The point of attention to kinds is this:   in both natural and  social
science  we defer to the causal structures of the world.  These are not
social constructions -- or, to the extent they are, it is because we
function as ordinary causal forces in the world: social relations, Marx
emphasized, are material social relations.  They are embedded in locations
of space and physical circumstance and patterns of behavior not changed by
just thinking differently about them.  Identifying these structures is a
matter of survival, or, less dramatically, being able to do what we do -- if
induction and explanation are to frame generalizations to guide action, then
we must accommodate our conceptual practices to the causal structures of
nature and social life.

In order to do this we need a vocabulary.  That's the function of natural
kind terms and their real definition.  For example, if we want to explain
how to make hydrogen chloride in a laboratory by heating sodium chloride
with sulphuric acid then we need terms that refer to these things -- terms
moreover situated in a body of theory that tells us what the nature is of
the elements with which we work and how they behave.  We need concepts of
valency, chemical bonding and so forth.

The method  Marx describes in "Notes on Wagner," his last work of political
economy, corresponds to this:  he looks for causal structures in the social
relations of laborers to nature and to each other (and not to a priori and
axiomatic conclusions about their psychology) and he gives expression to
those structures  by terms that are embedded in a theory that tells us what
kind of structures they are and how they tend to behave.  At bottom, value
refers to a historically specific social form, a generative mechanism, for
the appropriation and distribution of labor to need -- as Marx pretty often
makes explicit, and occasionally even philosophically so.

Howard



----- Original Message -----
From: "Ian Wright" <ian_paul_wright@HOTMAIL.COM>
To: <OPE-L@SUS.CSUCHICO.EDU>
Sent: Tuesday, September 30, 2003 4:40 PM
Subject: Re: [OPE-L] (OPE-L) Re: subjects and objects in capitalism


> Without wishing to sound too dismissive, Kevin is making the classic
> mistake of conflating use-value and exchange-value.

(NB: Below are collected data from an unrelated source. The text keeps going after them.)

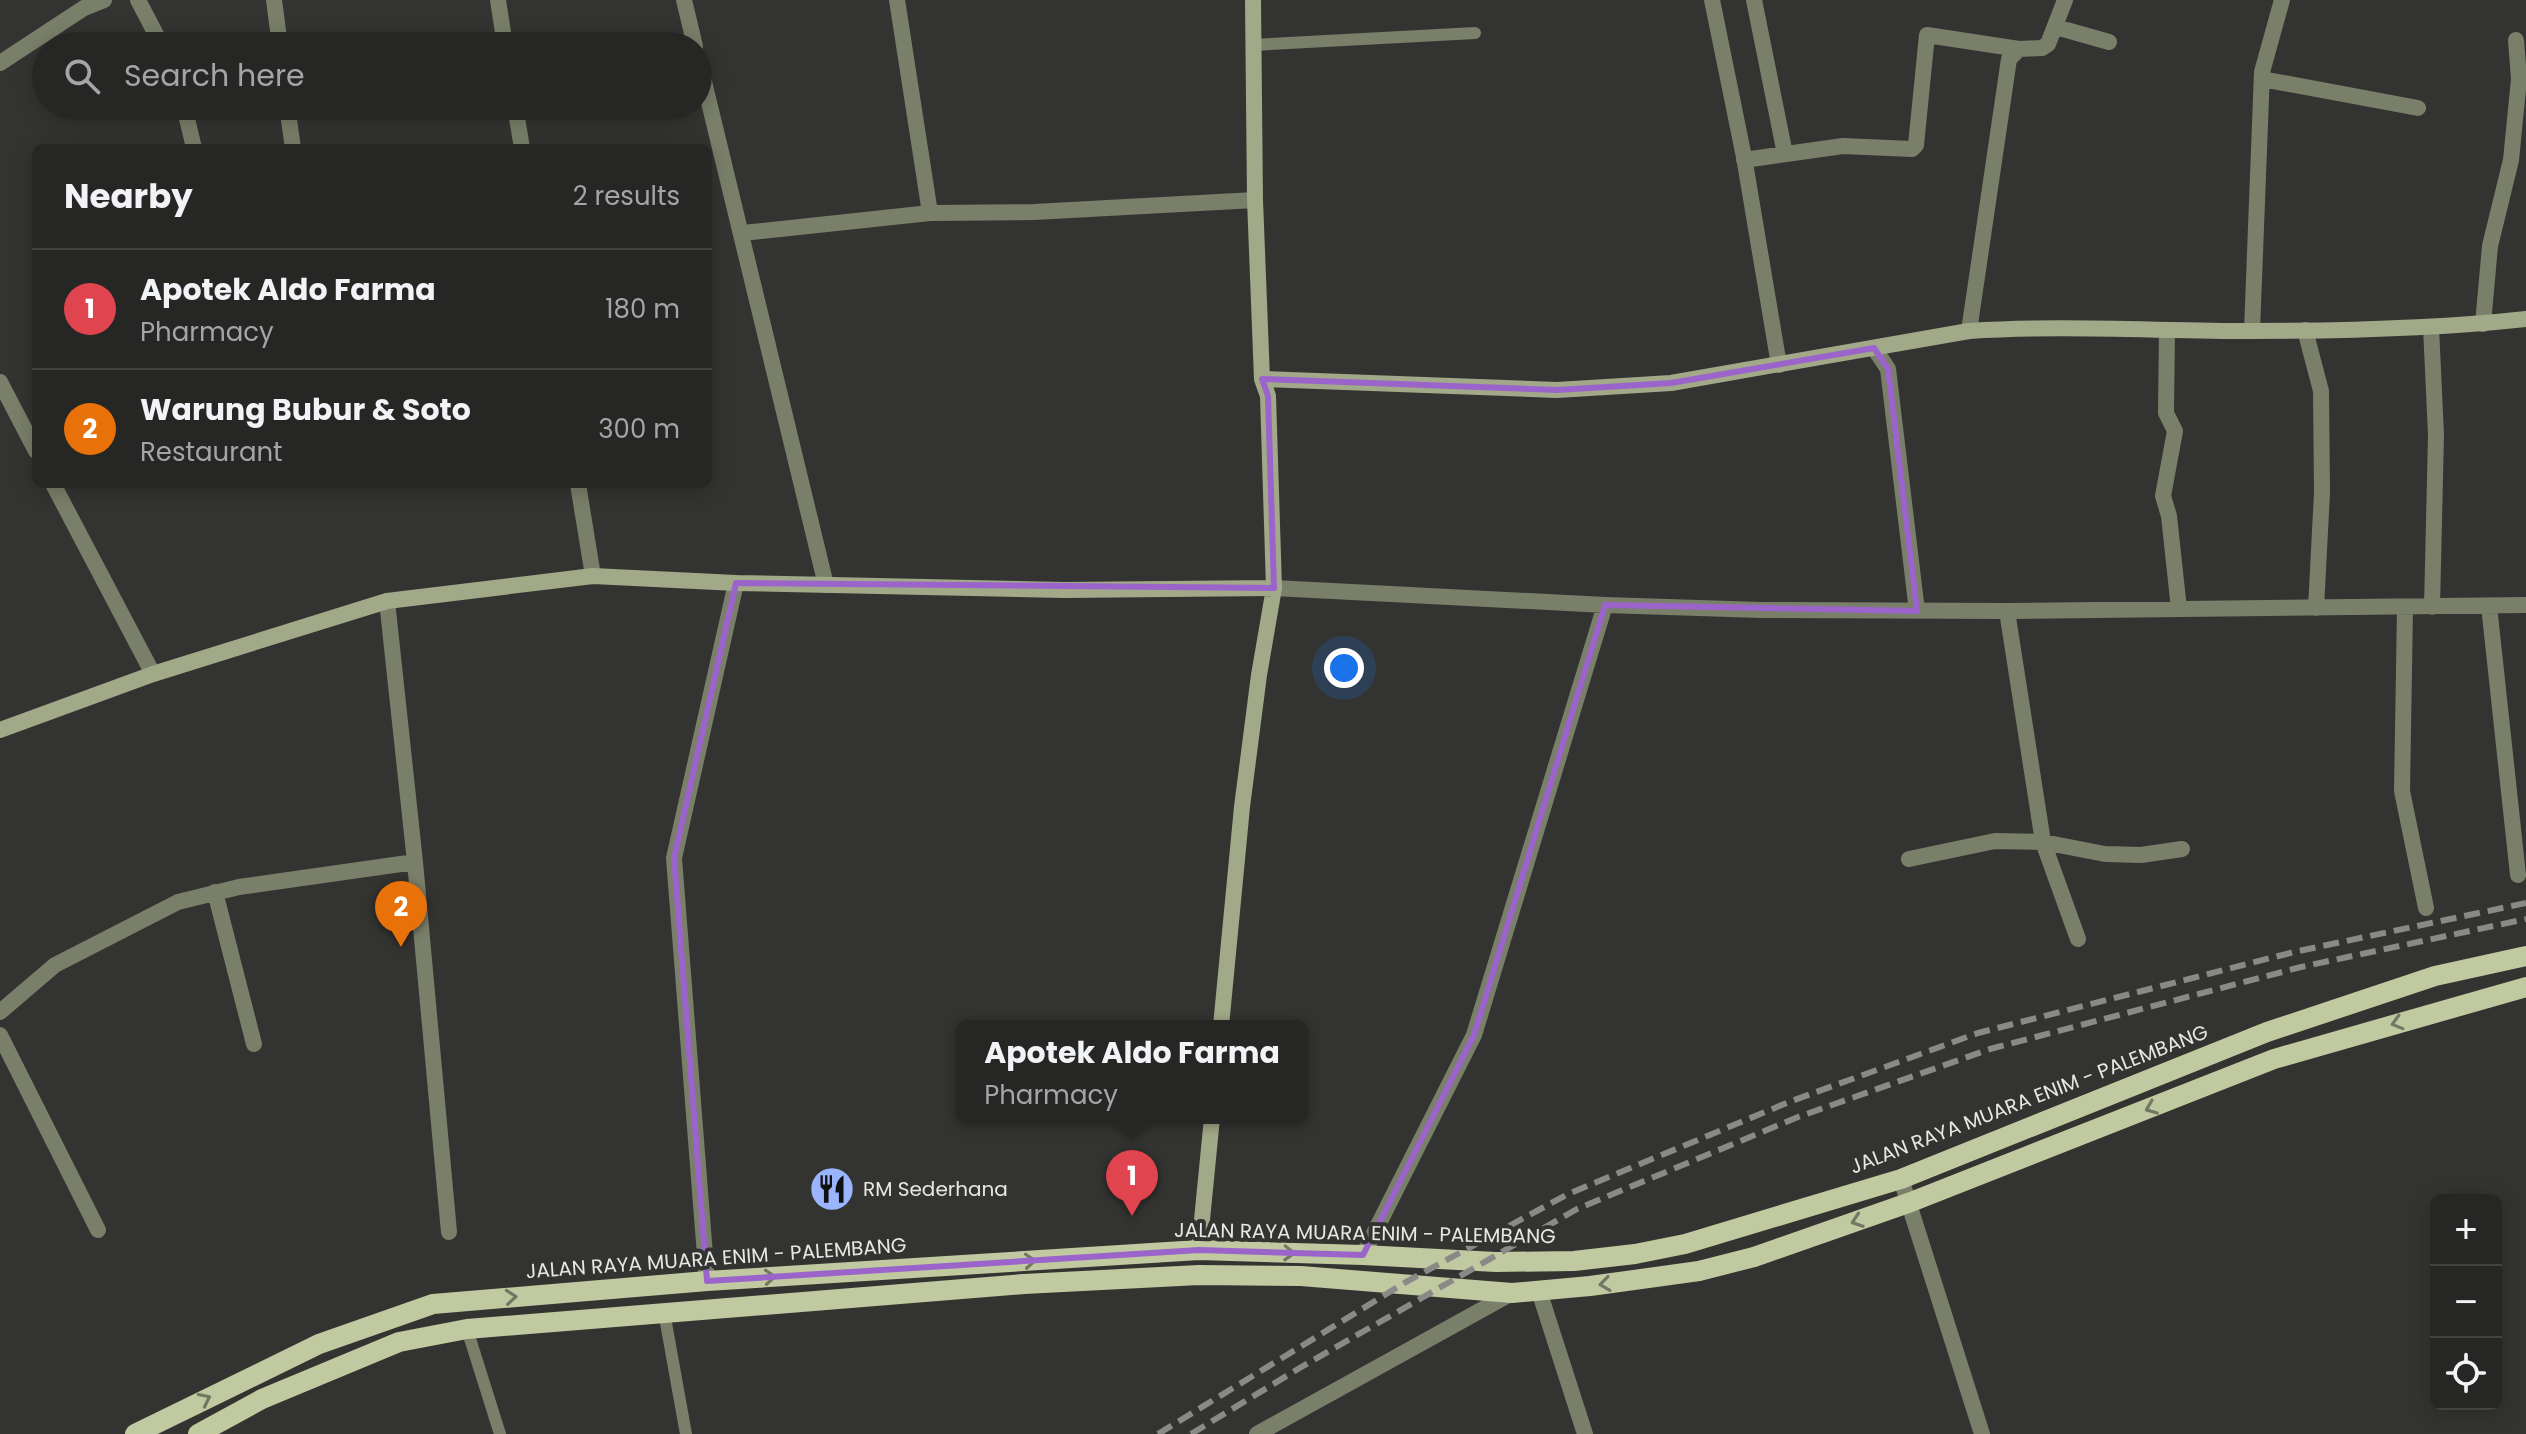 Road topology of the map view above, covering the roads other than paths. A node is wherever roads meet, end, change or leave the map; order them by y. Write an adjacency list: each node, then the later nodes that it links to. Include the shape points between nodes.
1 (104, 0): 13 (street)
2 (138, 0): 14 (street)
3 (274, 0): 15 (street)
4 (498, 0): 16 (street)
5 (684, 0): 17 (street)
6 (897, 0): 37 (street)
7 (1253, 0): 22 (street)
8 (1712, 0): 35 (street)
9 (1754, 0): 34 (street)
10 (2065, 0): 12 (street)
11 (2282, 0): 25 (street)
12 (2056, 27): 21 (street); 23 (street, via 2045,47)
13 (47, 32)
14 (155, 32)
15 (278, 32)
16 (503, 32)
17 (692, 32)
18 (1475, 33): 22 (lane)
19 (2516, 40): 40 (street, via 2519,79 2511,160 2490,246)
20 (32, 42): 24 (street)
21 (2109, 42)
22 (1253, 45): 36 (street)
23 (2019, 49): 34 (street, via 1929,34 1924,37 1914,148 1843,146); 44 (street, via 2009,59)
24 (0, 63)
25 (2262, 79): 26 (street); 45 (street)
26 (2418, 108)
27 (712, 112): 38 (street)
28 (187, 120): 31 (street)
29 (289, 120): 32 (street)
30 (517, 120): 33 (street)
31 (193, 144)
32 (292, 144)
33 (521, 144)
34 (1785, 154): 35 (street)
35 (1744, 160): 47 (street)
36 (1255, 200): 37 (street); 48 (street)
37 (930, 213): 38 (street)
38 (743, 233): 55 (street)
39 (2526, 319): 40 (street)
40 (2483, 324): 41 (street)
41 (2431, 327): 43 (street); 61 (street, via 2436,435)
42 (2167, 330): 44 (street); 45 (street); 64 (street, via 2166,413 2175,431 2163,496)
43 (2305, 330): 45 (street); 62 (street, via 2321,391)
44 (1969, 331): 46 (street)
45 (2252, 331)
46 (1874, 348): 47 (street); 65 (street, via 1888,369)
47 (1779, 365): 48 (street, via 1671,383 1557,390)
48 (1262, 379): 56 (street, via 1268,396)
49 (0, 382): 50 (street)
50 (32, 443)
51 (55, 488): 67 (street)
52 (579, 488): 53 (street)
53 (593, 576): 54 (street); 57 (street)
54 (736, 583): 55 (street); 92 (street, via 674,858)
55 (826, 585): 56 (street)
56 (1274, 588): 58 (street); 82 (street, via 1242,807)
57 (387, 601): 67 (street); 72 (street)
58 (1605, 605): 65 (street); 91 (street, via 1474,1035)
59 (2526, 605): 60 (street)
60 (2489, 606): 61 (street); 73 (street)
61 (2432, 607): 63 (street)
62 (2316, 608): 63 (street); 64 (street)
63 (2405, 608): 75 (street, via 2402,791)
64 (2179, 609): 66 (street)
65 (1917, 611): 66 (street)
66 (2007, 611): 69 (street)
67 (153, 674): 68 (street)
68 (0, 730)
69 (2043, 842): 70 (street, via 2105,854); 71 (street, via 1995,841); 76 (street)
70 (2182, 849)
71 (1909, 859)
72 (415, 862): 74 (street); 89 (street)
73 (2518, 875)
74 (215, 892): 81 (street, via 178,902 55,965); 84 (street)
75 (2426, 908)
76 (2078, 939)
77 (2526, 956): 78 (main road, JALAN RAYA MUARA ENIM - PALEMBANG)
78 (2435, 976): 80 (main road); 86 (main road, JALAN RAYA MUARA ENIM - PALEMBANG, via 2267,1032)
79 (2526, 987): 80 (main road)
80 (2444, 1010): 87 (main road, one-way to 87, via 2274,1059)
81 (0, 1012)
82 (1222, 1020)
83 (0, 1035): 88 (street)
84 (254, 1044)
85 (1211, 1124): 90 (street)
86 (1901, 1179): 87 (street); 91 (main road, JALAN RAYA MUARA ENIM - PALEMBANG, via 1635,1254 1496,1262)
87 (1911, 1202): 93 (main road, one-way to 93, via 1713,1267); 103 (street)
88 (98, 1230)
89 (449, 1232)
90 (1199, 1250): 91 (main road, JALAN RAYA MUARA ENIM - PALEMBANG, one-way to 91); 92 (main road, JALAN RAYA MUARA ENIM - PALEMBANG, one-way to 90)
91 (1363, 1255)
92 (707, 1281): 97 (main road, JALAN RAYA MUARA ENIM - PALEMBANG, one-way to 92, via 319,1344 433,1304)
93 (1539, 1291): 94 (main road); 102 (street)
94 (1512, 1293): 95 (main road, via 1301,1276 1199,1275); 101 (street)
95 (664, 1312): 96 (main road); 100 (lane)
96 (467, 1329): 98 (main road, via 399,1342 262,1399); 99 (lane)
97 (135, 1434)
98 (198, 1434)
99 (500, 1434)
100 (686, 1434)
101 (1257, 1434)
102 (1585, 1434)
103 (1982, 1434)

Use-value
> (which is of course a psychological relation between a mind and
> an object of desire) is a condition for the possibility of the
> emergence of exchange-value (an objective relation between
> different concrete labours) in an economy.
>
> I think the problem arises from this:
>
> >The labor theory not only of Smith, but of Ricardo and Marx, lacked any
> >mechanism or philosophical basis.
>
> Which is not the case, as the law of value is precisely the
> *mechanism* by which subjective evaluations of the value
> of goods become constrained by objective conditions not
> under subjective control, namely the total available social
> labour-time.
>
> I would sincerely recommend that Kevin reads my paper,
> "Simulating the Law of Value", which explicates in great
> casual detail how this mechanism operates in the case of a
> simple commodity economy, and how subjective utility
> evaluations coexist with objective determination of the
> value of commodities by labour-time.